Material shown:

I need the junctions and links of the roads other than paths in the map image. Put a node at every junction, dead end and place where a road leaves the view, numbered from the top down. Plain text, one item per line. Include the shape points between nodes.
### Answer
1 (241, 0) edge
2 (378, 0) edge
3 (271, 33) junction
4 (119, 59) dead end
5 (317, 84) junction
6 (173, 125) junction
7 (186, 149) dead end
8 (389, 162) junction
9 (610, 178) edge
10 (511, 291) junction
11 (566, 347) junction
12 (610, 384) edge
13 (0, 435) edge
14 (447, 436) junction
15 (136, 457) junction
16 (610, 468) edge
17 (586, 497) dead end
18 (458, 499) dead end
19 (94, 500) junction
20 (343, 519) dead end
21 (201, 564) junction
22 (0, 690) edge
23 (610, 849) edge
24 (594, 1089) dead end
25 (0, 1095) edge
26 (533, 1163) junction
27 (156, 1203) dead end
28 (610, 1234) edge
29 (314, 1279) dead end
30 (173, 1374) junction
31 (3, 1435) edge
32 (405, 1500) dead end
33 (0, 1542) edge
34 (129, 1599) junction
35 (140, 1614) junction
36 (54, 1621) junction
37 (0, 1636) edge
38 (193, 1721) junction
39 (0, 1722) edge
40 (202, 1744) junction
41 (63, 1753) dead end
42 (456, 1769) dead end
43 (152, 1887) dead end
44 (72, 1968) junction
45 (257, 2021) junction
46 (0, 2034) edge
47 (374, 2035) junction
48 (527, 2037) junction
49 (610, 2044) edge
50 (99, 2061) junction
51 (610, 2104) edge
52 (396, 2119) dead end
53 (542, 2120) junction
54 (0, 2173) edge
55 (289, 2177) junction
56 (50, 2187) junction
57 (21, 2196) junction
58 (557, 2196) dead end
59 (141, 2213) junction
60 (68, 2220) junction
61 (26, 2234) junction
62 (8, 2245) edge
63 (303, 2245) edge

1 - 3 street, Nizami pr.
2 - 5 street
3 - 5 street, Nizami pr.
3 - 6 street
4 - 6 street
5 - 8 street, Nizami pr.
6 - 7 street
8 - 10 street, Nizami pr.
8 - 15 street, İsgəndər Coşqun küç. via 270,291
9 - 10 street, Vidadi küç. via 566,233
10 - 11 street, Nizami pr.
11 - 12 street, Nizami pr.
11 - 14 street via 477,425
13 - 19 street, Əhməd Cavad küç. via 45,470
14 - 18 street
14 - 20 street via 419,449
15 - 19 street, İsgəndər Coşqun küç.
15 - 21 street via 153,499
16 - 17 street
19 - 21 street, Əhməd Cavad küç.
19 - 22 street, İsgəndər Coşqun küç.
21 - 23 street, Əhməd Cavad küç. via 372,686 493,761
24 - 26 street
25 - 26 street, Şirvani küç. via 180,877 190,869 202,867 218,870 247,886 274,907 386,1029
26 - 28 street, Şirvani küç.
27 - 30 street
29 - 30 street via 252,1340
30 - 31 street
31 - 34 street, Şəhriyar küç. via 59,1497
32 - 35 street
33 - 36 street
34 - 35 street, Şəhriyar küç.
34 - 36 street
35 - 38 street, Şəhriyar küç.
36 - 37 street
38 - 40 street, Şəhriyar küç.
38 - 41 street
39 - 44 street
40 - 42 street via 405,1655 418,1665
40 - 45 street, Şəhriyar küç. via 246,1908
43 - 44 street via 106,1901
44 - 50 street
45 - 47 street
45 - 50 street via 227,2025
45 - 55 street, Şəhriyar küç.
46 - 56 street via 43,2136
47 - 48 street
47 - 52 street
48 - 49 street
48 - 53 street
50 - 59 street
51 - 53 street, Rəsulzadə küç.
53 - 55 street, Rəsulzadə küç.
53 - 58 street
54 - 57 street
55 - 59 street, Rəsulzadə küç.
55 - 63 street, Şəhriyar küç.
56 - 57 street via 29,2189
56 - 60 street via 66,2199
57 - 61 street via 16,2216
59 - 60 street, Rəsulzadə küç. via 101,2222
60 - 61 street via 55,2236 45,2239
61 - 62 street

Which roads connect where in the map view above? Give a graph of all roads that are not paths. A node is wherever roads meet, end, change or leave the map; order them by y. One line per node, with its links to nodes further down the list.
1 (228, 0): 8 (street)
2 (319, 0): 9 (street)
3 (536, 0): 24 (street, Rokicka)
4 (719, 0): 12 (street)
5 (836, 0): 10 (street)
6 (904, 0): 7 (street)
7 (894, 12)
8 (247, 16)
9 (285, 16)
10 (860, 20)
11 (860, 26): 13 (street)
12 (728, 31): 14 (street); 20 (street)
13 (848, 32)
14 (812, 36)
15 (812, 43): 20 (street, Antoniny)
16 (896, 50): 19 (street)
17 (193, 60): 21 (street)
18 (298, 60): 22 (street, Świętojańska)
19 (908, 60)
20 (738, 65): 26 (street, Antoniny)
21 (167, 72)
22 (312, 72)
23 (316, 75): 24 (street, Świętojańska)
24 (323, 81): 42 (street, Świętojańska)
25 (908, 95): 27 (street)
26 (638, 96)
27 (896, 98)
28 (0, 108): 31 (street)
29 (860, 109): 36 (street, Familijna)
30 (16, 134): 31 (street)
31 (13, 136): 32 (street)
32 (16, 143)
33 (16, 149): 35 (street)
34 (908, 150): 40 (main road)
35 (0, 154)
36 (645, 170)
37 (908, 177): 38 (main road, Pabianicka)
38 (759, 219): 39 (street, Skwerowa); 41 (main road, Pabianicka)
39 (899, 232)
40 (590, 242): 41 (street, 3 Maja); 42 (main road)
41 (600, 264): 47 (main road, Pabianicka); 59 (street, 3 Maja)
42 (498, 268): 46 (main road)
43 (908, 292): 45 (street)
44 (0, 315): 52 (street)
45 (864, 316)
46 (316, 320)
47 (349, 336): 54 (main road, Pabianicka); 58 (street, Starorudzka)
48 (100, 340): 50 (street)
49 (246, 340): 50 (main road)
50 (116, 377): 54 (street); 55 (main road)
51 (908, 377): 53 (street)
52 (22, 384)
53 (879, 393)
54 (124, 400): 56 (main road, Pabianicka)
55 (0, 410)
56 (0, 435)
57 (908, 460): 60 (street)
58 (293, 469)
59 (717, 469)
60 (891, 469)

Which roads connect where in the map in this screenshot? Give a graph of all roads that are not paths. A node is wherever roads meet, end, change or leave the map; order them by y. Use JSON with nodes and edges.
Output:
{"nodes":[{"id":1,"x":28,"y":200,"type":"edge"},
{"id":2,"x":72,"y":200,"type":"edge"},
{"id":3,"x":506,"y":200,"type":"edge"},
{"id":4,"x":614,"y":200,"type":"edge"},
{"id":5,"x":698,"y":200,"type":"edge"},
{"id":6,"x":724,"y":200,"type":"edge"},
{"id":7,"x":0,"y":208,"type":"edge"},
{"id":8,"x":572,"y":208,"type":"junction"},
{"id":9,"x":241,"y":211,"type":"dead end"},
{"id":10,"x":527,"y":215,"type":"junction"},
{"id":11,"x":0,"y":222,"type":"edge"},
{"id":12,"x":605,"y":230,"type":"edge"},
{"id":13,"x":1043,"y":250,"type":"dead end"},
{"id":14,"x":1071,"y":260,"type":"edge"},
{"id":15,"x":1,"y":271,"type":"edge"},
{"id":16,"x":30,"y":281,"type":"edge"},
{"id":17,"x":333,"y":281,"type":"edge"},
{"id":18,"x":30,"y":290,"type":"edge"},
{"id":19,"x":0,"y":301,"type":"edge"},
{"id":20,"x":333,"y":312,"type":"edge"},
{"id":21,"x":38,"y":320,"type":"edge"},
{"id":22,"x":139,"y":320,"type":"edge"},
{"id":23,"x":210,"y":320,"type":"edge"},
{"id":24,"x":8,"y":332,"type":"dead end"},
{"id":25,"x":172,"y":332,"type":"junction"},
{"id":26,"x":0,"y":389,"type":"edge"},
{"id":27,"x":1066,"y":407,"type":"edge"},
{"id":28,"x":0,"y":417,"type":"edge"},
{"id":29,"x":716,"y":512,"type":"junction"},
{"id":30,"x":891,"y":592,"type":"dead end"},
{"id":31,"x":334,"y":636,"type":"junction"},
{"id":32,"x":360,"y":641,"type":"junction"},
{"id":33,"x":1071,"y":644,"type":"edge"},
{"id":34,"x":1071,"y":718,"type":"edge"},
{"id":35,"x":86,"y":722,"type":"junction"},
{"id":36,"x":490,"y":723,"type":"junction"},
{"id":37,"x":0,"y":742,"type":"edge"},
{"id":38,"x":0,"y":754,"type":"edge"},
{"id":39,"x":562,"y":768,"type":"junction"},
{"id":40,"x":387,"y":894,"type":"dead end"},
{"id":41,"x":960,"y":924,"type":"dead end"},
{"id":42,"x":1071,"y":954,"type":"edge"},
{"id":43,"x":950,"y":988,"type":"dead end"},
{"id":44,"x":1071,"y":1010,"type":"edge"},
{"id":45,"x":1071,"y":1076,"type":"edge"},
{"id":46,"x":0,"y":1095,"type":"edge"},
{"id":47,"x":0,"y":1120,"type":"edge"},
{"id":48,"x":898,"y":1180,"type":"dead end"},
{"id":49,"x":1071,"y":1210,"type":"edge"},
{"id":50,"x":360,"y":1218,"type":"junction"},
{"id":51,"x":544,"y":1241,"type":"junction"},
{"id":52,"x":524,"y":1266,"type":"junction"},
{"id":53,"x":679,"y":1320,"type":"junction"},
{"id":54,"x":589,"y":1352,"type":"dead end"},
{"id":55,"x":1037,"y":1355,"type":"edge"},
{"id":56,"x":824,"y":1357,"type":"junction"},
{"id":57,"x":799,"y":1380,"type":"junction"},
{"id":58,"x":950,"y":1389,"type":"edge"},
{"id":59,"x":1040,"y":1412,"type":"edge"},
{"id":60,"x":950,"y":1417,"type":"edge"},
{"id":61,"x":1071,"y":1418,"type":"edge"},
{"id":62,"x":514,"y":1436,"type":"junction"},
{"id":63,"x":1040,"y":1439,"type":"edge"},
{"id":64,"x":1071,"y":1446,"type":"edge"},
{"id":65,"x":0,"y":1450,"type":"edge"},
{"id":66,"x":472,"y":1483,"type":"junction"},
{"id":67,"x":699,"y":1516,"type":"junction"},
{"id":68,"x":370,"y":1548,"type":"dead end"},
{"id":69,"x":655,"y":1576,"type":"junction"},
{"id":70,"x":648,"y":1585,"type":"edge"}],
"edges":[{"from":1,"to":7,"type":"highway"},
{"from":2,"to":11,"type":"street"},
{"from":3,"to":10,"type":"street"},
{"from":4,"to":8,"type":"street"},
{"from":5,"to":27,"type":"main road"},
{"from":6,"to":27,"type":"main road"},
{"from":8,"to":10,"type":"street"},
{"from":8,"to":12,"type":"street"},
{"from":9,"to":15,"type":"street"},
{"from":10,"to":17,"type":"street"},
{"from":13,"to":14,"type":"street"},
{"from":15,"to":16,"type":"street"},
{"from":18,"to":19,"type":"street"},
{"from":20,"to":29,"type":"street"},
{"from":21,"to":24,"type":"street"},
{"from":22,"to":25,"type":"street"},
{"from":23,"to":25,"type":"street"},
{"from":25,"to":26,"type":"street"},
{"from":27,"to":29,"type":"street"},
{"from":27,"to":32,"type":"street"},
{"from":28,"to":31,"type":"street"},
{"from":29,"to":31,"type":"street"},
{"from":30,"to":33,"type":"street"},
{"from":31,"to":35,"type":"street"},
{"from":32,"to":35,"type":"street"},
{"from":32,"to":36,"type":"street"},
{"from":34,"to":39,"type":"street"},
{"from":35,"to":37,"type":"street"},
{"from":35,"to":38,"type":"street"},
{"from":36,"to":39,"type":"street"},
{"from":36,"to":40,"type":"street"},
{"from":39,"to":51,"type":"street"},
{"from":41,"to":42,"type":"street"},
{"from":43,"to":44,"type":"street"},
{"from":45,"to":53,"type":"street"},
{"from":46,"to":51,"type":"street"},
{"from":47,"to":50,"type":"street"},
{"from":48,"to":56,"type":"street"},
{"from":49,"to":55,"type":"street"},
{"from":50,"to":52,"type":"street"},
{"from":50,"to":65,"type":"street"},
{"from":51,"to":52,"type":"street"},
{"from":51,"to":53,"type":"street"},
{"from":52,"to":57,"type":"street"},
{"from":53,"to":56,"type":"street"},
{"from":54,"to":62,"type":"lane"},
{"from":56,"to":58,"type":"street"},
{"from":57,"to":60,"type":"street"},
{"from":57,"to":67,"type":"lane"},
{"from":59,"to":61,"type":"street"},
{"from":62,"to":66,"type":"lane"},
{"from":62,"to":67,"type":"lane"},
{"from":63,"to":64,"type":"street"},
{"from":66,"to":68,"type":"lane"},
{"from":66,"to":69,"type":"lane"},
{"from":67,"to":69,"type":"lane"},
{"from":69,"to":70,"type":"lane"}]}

Description of the task: Filter the listing above down to the lines that contain the word "connect".

Answer to the problem:
Which roads connect where in the map view above? Give a graph of all roads that are not paths. A node is wherever roads meet, end, change or leave the map; order them by y. One line per node, with its links to nodes further down the list.
Which roads connect where in the map in this screenshot? Give a graph of all roads that are not paths. A node is wherever roads meet, end, change or leave the map; order them by y. Use JSON with nodes and edges.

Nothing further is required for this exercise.